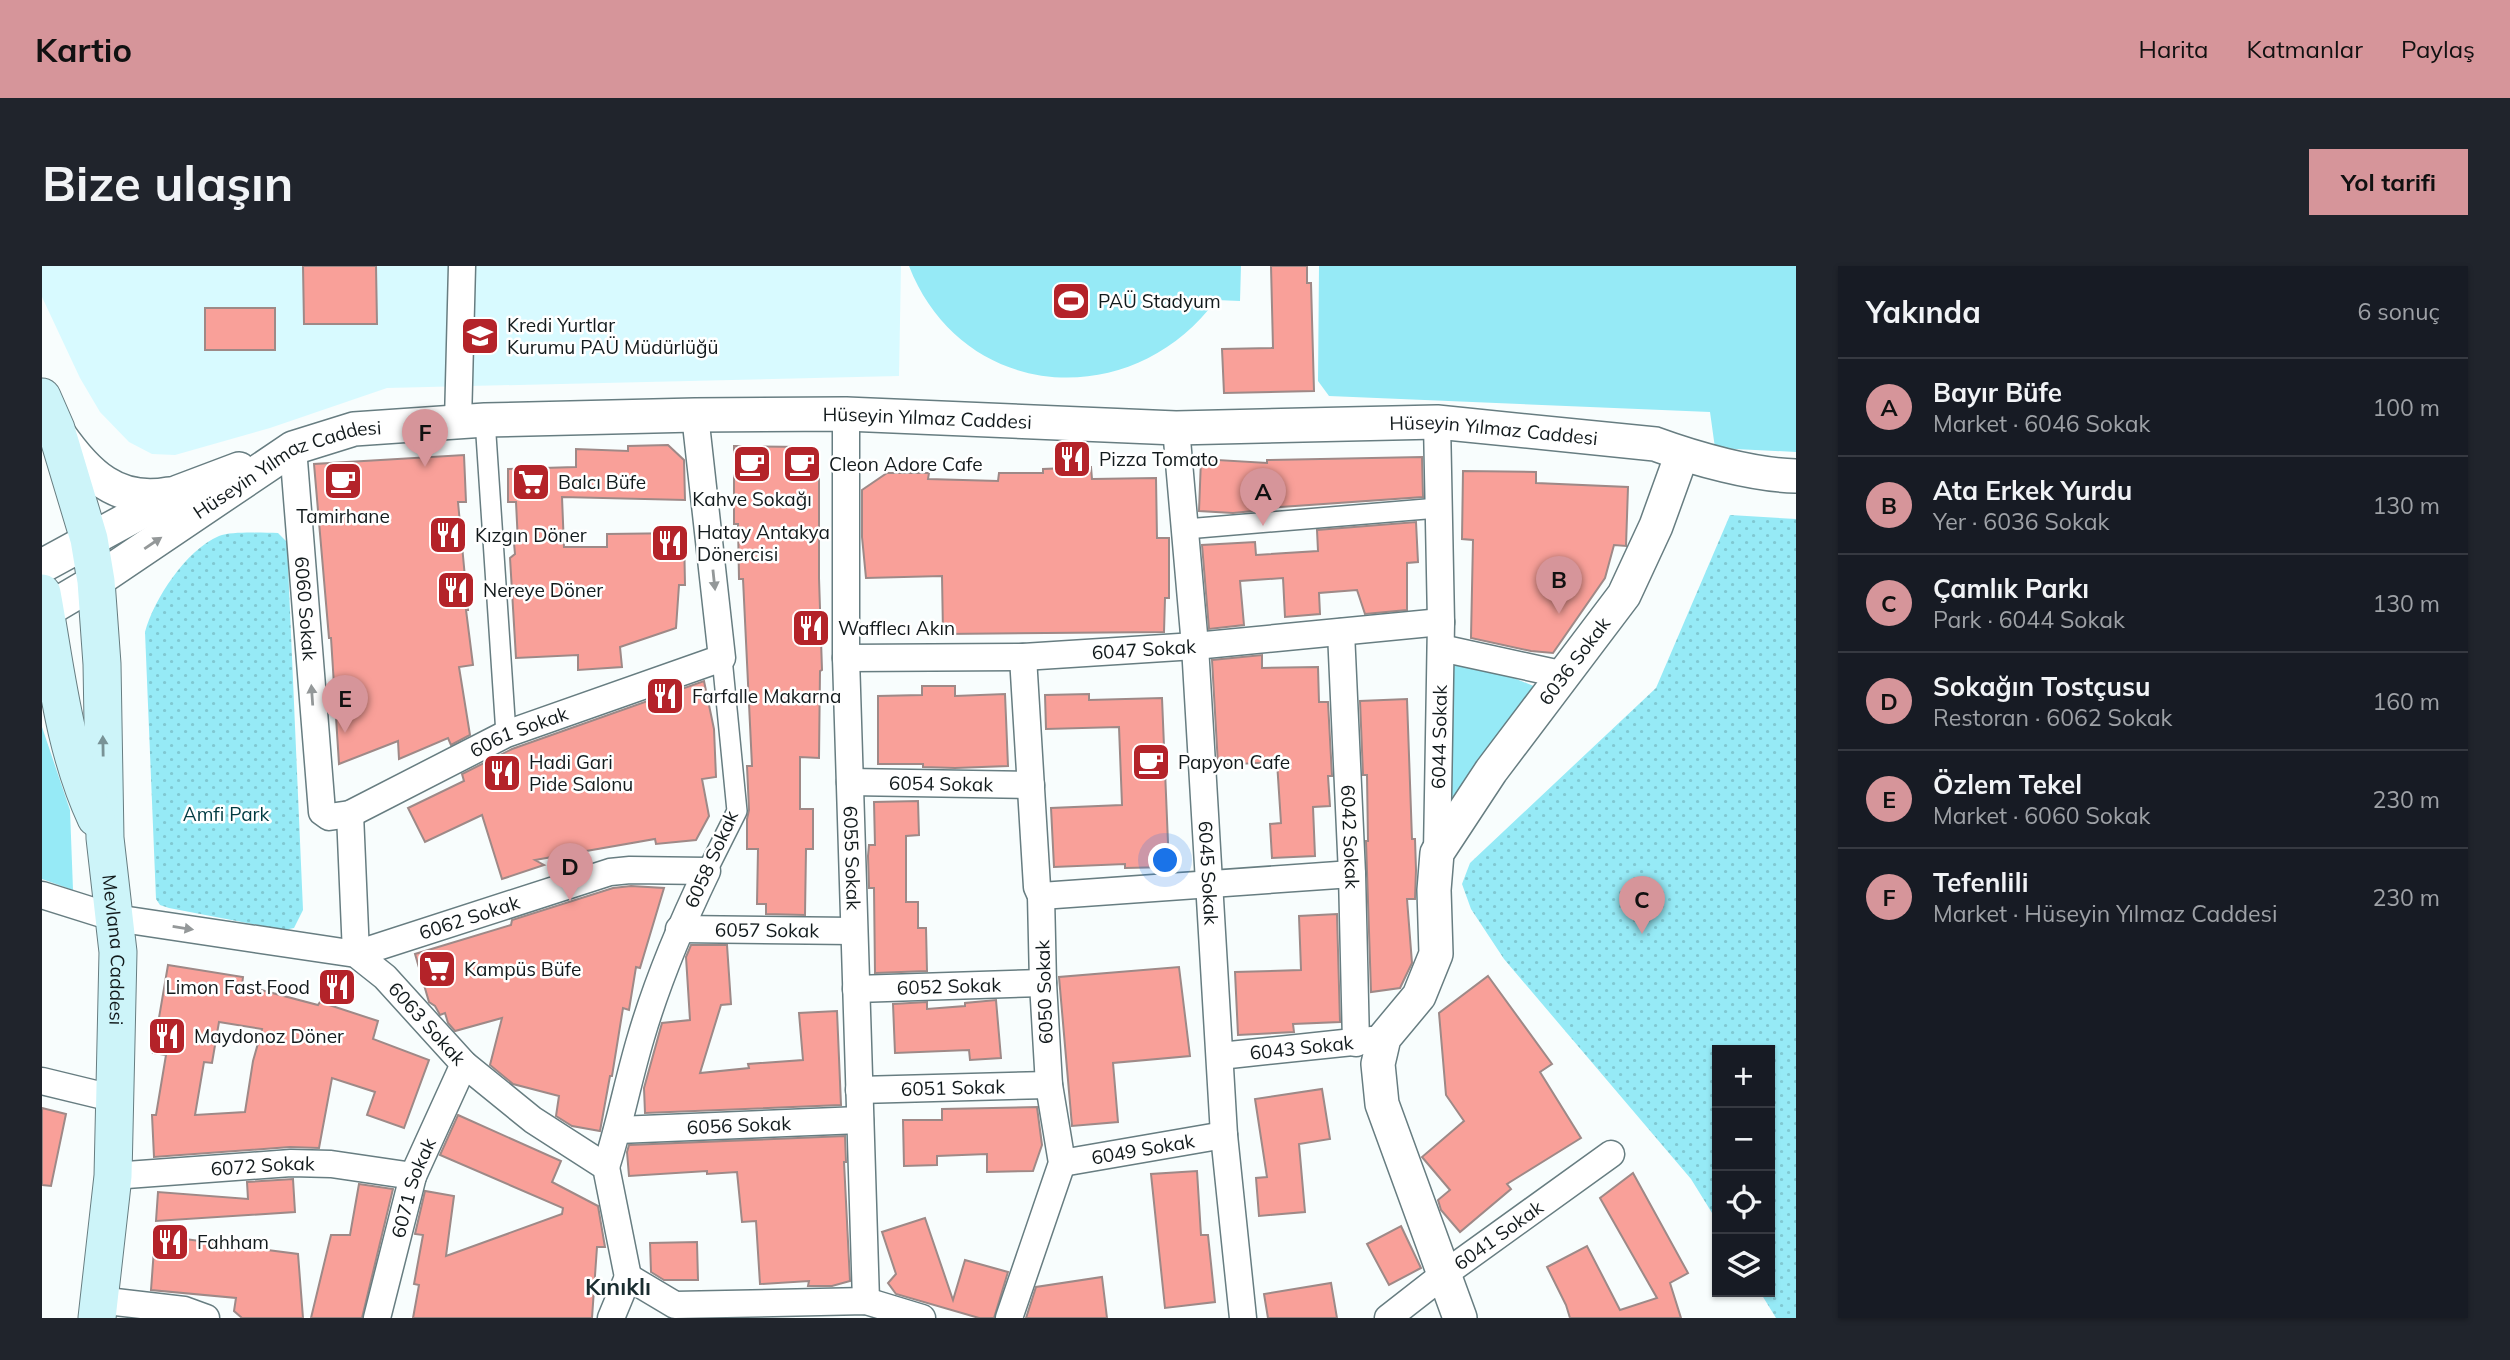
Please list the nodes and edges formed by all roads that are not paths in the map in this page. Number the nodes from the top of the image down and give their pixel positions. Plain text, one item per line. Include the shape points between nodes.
1 (462, 266) edge
2 (49, 413) edge
3 (846, 414) junction
4 (695, 415) junction
5 (471, 421) junction
6 (1437, 422) junction
7 (1176, 428) junction
8 (293, 448) junction
9 (1682, 454) junction
10 (1796, 476) edge
11 (178, 492) junction
12 (1438, 508) junction
13 (1186, 529) junction
14 (89, 539) junction
15 (42, 566) edge
16 (96, 581) junction
17 (43, 605) edge
18 (1341, 632) junction
19 (1441, 635) junction
20 (1195, 646) junction
21 (1023, 657) junction
22 (722, 658) junction
23 (846, 658) junction
24 (1565, 675) junction
25 (42, 691) edge
26 (66, 733) junction
27 (506, 734) junction
28 (850, 782) junction
29 (1031, 785) junction
30 (350, 814) junction
31 (105, 838) junction
32 (1437, 853) junction
33 (707, 871) junction
34 (1352, 874) junction
35 (1209, 886) junction
36 (42, 895) edge
37 (1041, 896) junction
38 (115, 918) junction
39 (679, 929) junction
40 (853, 931) junction
41 (356, 954) junction
42 (1042, 983) junction
43 (856, 989) junction
44 (1370, 1040) junction
45 (1220, 1056) junction
46 (464, 1064) junction
47 (42, 1081) edge
48 (1049, 1085) junction
49 (859, 1090) junction
50 (116, 1099) junction
51 (860, 1120) junction
52 (618, 1130) junction
53 (1224, 1135) junction
54 (1611, 1154) dead end
55 (1062, 1163) junction
56 (606, 1167) junction
57 (113, 1176) junction
58 (413, 1176) junction
59 (1443, 1275) junction
60 (628, 1277) junction
61 (866, 1301) junction
62 (97, 1309) edge
63 (705, 1311) edge
64 (205, 1318) edge
65 (377, 1318) edge
66 (611, 1318) edge
67 (922, 1318) edge
68 (1009, 1318) edge
69 (1243, 1318) edge
70 (1388, 1318) edge
71 (1461, 1318) edge

1 - 5 street
2 - 11 street via 73,453 113,489 145,497
2 - 14 main road, Mevlana Caddesi
3 - 4 street, Hüseyin Yılmaz Caddesi
3 - 7 street, Hüseyin Yılmaz Caddesi
3 - 23 street, 6055 Sokak
4 - 5 street, Hüseyin Yılmaz Caddesi
4 -> 22 street, 6058 Sokak
5 - 8 street, Hüseyin Yılmaz Caddesi via 354,429
5 - 27 street
6 - 7 street, Hüseyin Yılmaz Caddesi
6 - 9 street, Hüseyin Yılmaz Caddesi via 1655,444
6 - 12 street, 6044 Sokak
7 - 13 street, 6045 Sokak
8 - 11 street
16 -> 8 street, Hüseyin Yılmaz Caddesi
30 -> 8 street, 6060 Sokak via 328,817 321,811
9 - 10 street, Hüseyin Yılmaz Caddesi
9 - 24 street, 6036 Sokak via 1624,595
11 - 14 street
12 - 13 street
12 - 19 street, 6044 Sokak
13 - 20 street, 6045 Sokak
14 - 15 street
14 - 16 main road, Mevlana Caddesi
16 - 17 street, Hüseyin Yılmaz Caddesi
31 -> 16 main road, Mevlana Caddesi
17 - 26 main road
18 - 19 street, 6047 Sokak
18 - 20 street, 6047 Sokak
18 - 34 street, 6042 Sokak
19 - 24 street, 6047 Sokak
19 - 32 street, 6044 Sokak
20 - 21 street, 6047 Sokak
20 - 35 street, 6045 Sokak
21 - 23 street, 6047 Sokak
21 - 29 street, 6050 Sokak
22 - 27 street, 6061 Sokak
22 - 33 street, 6058 Sokak via 737,811
23 - 28 street, 6055 Sokak
24 - 32 street, 6036 Sokak via 1491,771
25 - 26 street
26 - 31 main road
27 - 30 street, 6061 Sokak
28 - 29 street, 6054 Sokak
28 - 40 street, 6055 Sokak
29 - 37 street, 6050 Sokak
30 - 41 street
31 - 38 main road, Mevlana Caddesi
32 - 44 street, 6044 Sokak via 1436,954 1419,996
33 - 39 street, 6058 Sokak
33 - 41 street, 6062 Sokak via 610,872
34 - 35 street
34 - 44 street, 6042 Sokak
35 - 37 street
35 - 45 street, 6045 Sokak
36 - 38 street, 6063 Sokak
37 - 42 street, 6050 Sokak
38 -> 41 street, 6063 Sokak
38 - 50 main road, Mevlana Caddesi
39 - 40 street, 6057 Sokak
39 - 52 street, 6058 Sokak via 641,1037
40 - 43 street, 6055 Sokak
41 - 46 street, 6063 Sokak via 385,977
42 - 43 street, 6052 Sokak
42 - 48 street, 6050 Sokak
43 - 49 street, 6055 Sokak
44 - 45 street, 6043 Sokak
44 - 59 street, 6042 Sokak via 1382,1104
45 - 53 street, 6045 Sokak
46 - 56 street, 6063 Sokak via 533,1120
46 - 58 street, 6071 Sokak
47 - 50 street
48 - 49 street, 6051 Sokak
48 - 55 street, 6050 Sokak
49 - 51 street, 6055 Sokak
50 - 57 main road, Mevlana Caddesi
51 - 52 street, 6056 Sokak
51 - 61 street, 6055 Sokak
52 - 56 street, 6058 Sokak
53 - 55 street, 6049 Sokak
53 - 69 street, 6045 Sokak
54 - 59 street, 6041 Sokak
55 - 68 street, 6050 Sokak
56 - 60 street
57 - 58 street, 6072 Sokak via 291,1163
57 - 62 main road, Mevlana Caddesi
58 - 65 street, 6071 Sokak
59 - 70 street, 6041 Sokak
59 - 71 street, 6042 Sokak
60 - 63 street via 675,1305
60 - 66 street
61 - 63 street
61 - 67 street
62 - 64 street via 184,1310

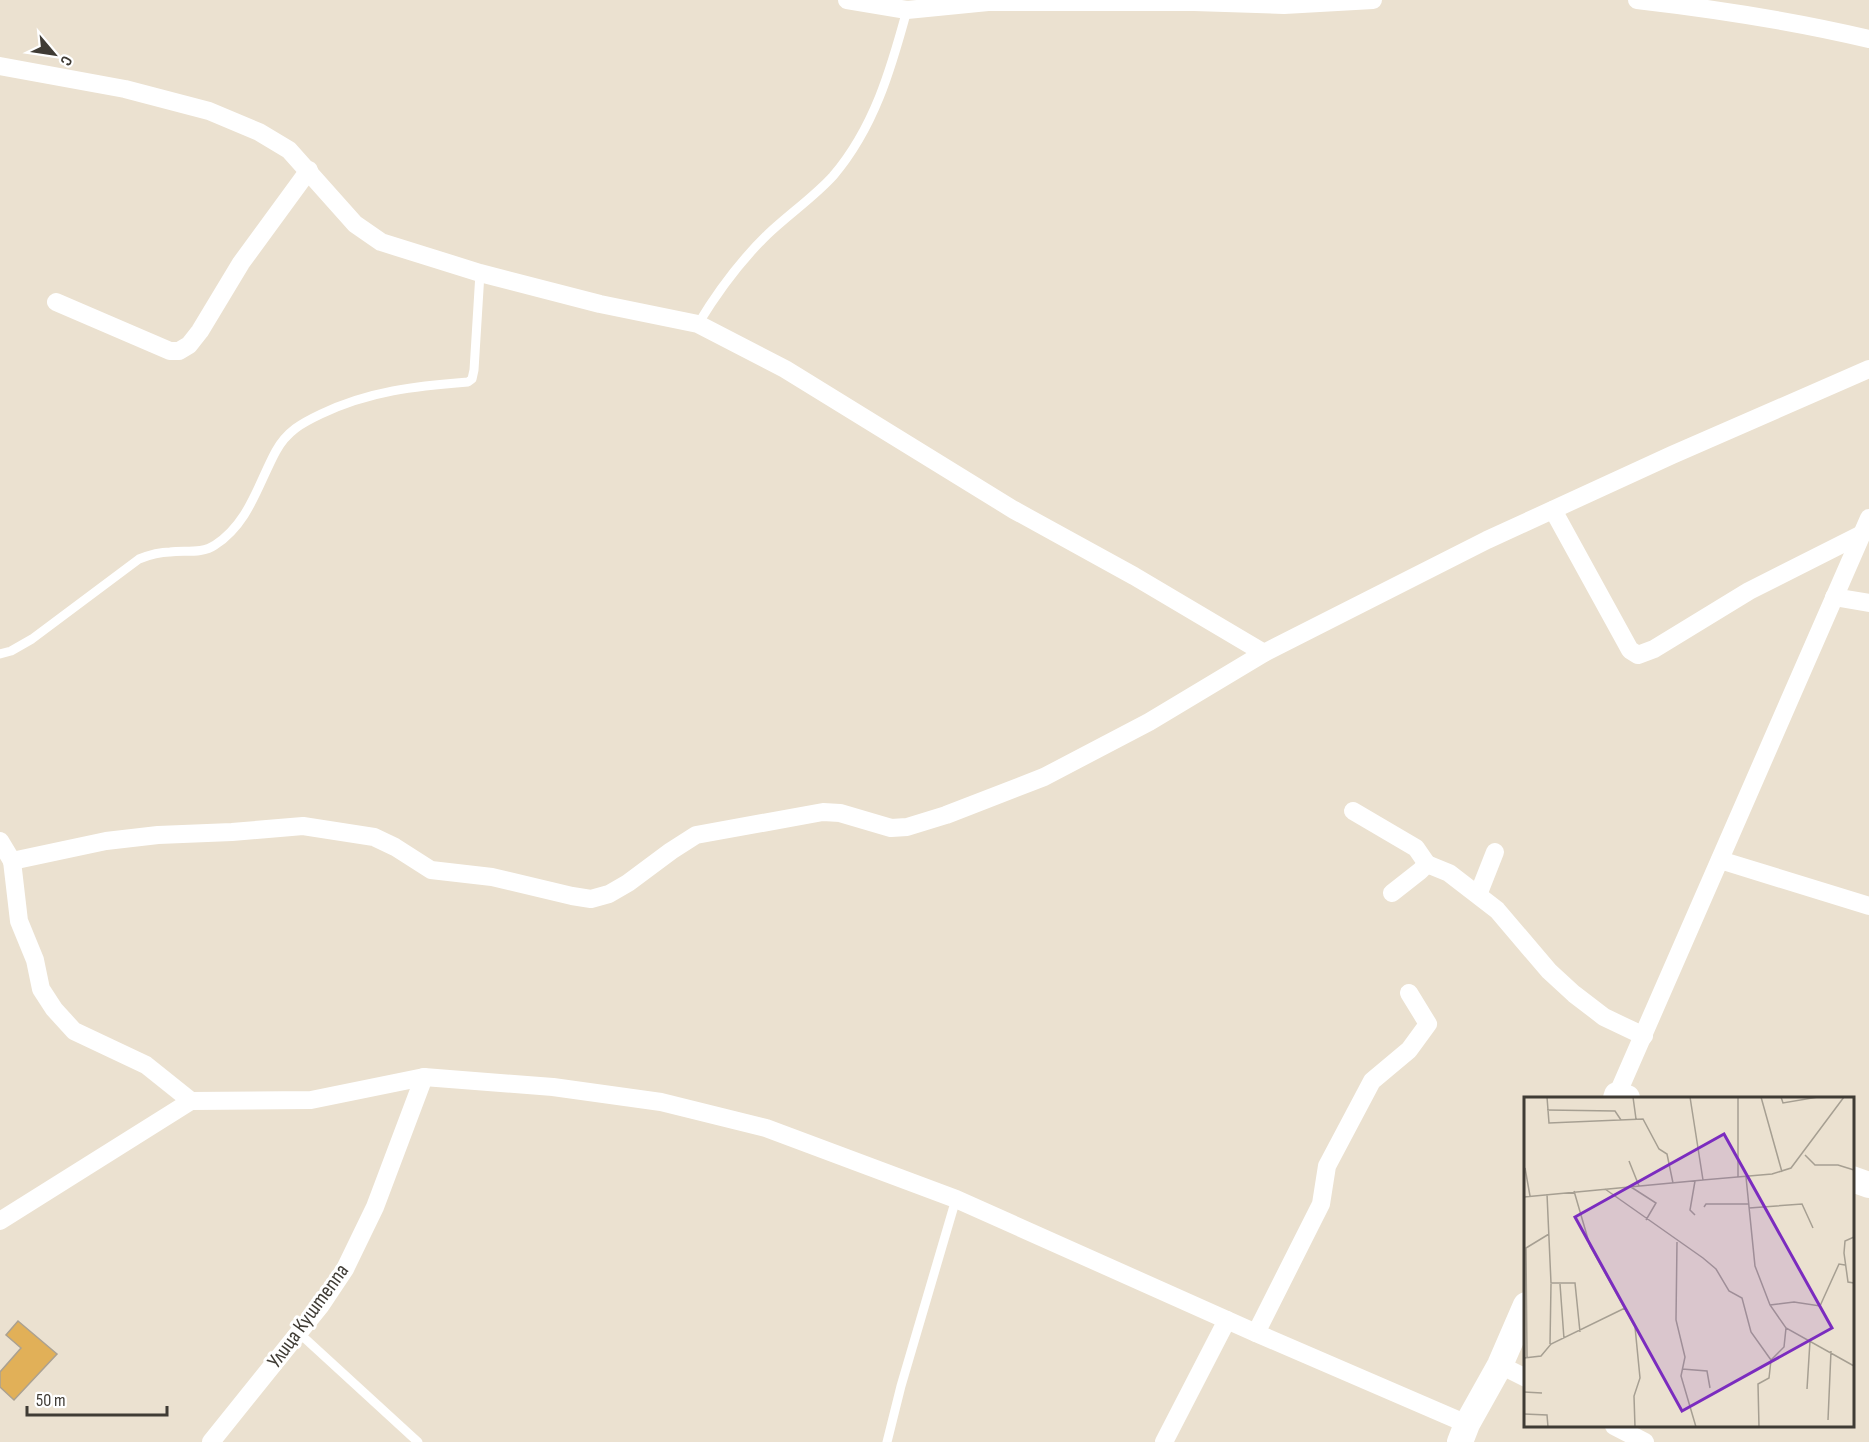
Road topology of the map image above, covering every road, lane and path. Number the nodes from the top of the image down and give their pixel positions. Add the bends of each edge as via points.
1 (847, 0) edge
2 (1373, 0) edge
3 (1637, 0) edge
4 (988, 1) edge
5 (907, 10) junction
6 (1869, 39) edge
7 (0, 66) edge
8 (309, 170) junction
9 (480, 273) junction
10 (56, 302) dead end
11 (698, 324) junction
12 (1869, 369) edge
13 (1553, 510) junction
14 (1865, 526) edge
15 (1834, 597) junction
16 (1869, 603) edge
17 (1264, 653) junction
18 (0, 654) edge
19 (1353, 811) dead end
20 (0, 841) edge
21 (1496, 852) dead end
22 (1720, 860) junction
23 (12, 861) junction
24 (1427, 864) junction
25 (1392, 893) dead end
26 (1478, 895) junction
27 (1869, 906) edge
28 (1409, 993) dead end
29 (1644, 1036) junction
30 (424, 1077) junction
31 (1620, 1097) edge
32 (191, 1101) junction
33 (1854, 1180) edge
34 (1869, 1185) edge
35 (956, 1199) junction
36 (0, 1221) edge
37 (1524, 1310) edge
38 (1227, 1320) junction
39 (298, 1333) junction
40 (1256, 1333) junction
41 (1500, 1365) junction
42 (1524, 1377) edge
43 (1618, 1427) edge
44 (1464, 1433) edge
45 (211, 1442) edge
46 (418, 1442) edge
47 (887, 1442) edge
48 (1164, 1442) edge
49 (1645, 1442) edge

1 - 5 street
2 - 4 street via 1284,5
3 - 6 street via 1817,27
4 - 5 street
5 - 11 lane via 892,67 876,109 856,145 832,177 745,257 720,287
7 - 8 street via 125,89 209,111 259,132 289,150
8 - 9 street via 356,224 381,242
8 - 10 street via 241,263 200,332 179,351 170,351
9 - 11 street
9 - 18 lane via 472,379 377,393 298,425 277,450 252,504 213,547 138,559 32,639
11 - 17 street via 785,369 1014,510
12 - 13 street
13 - 14 street via 1630,650 1638,656
13 - 17 street
14 - 15 street
15 - 16 street
15 - 22 street
17 - 23 street via 1149,722 1044,777 946,815 891,828 823,812 696,835 628,883 591,899 492,877 431,870 374,837 303,826 158,835
19 - 24 street via 1416,848
20 - 23 street
21 - 26 street
22 - 27 street
22 - 29 street
23 - 32 street via 19,921 35,960 41,989 54,1009 74,1031 146,1065
24 - 25 street
24 - 26 street via 1449,873
26 - 29 street via 1497,910 1574,994 1604,1017
28 - 40 street via 1428,1024 1409,1050 1372,1081 1327,1166 1321,1204
29 - 31 street
30 - 32 street via 311,1100
30 - 35 street via 553,1087 661,1102 766,1128
30 - 39 street, Улица Куштеппа via 375,1207 345,1269
32 - 36 street
33 - 34 main road
35 - 38 street
35 - 47 lane
37 - 41 main road
38 - 40 street
38 - 48 street
39 - 45 street, Улица Куштеппа
39 - 46 lane
40 - 44 street
41 - 42 street
41 - 44 main road
43 - 49 street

What is being asked —
Report the number of lines in these entries that hold the word "dead". Add nothing else.

Task solution —
6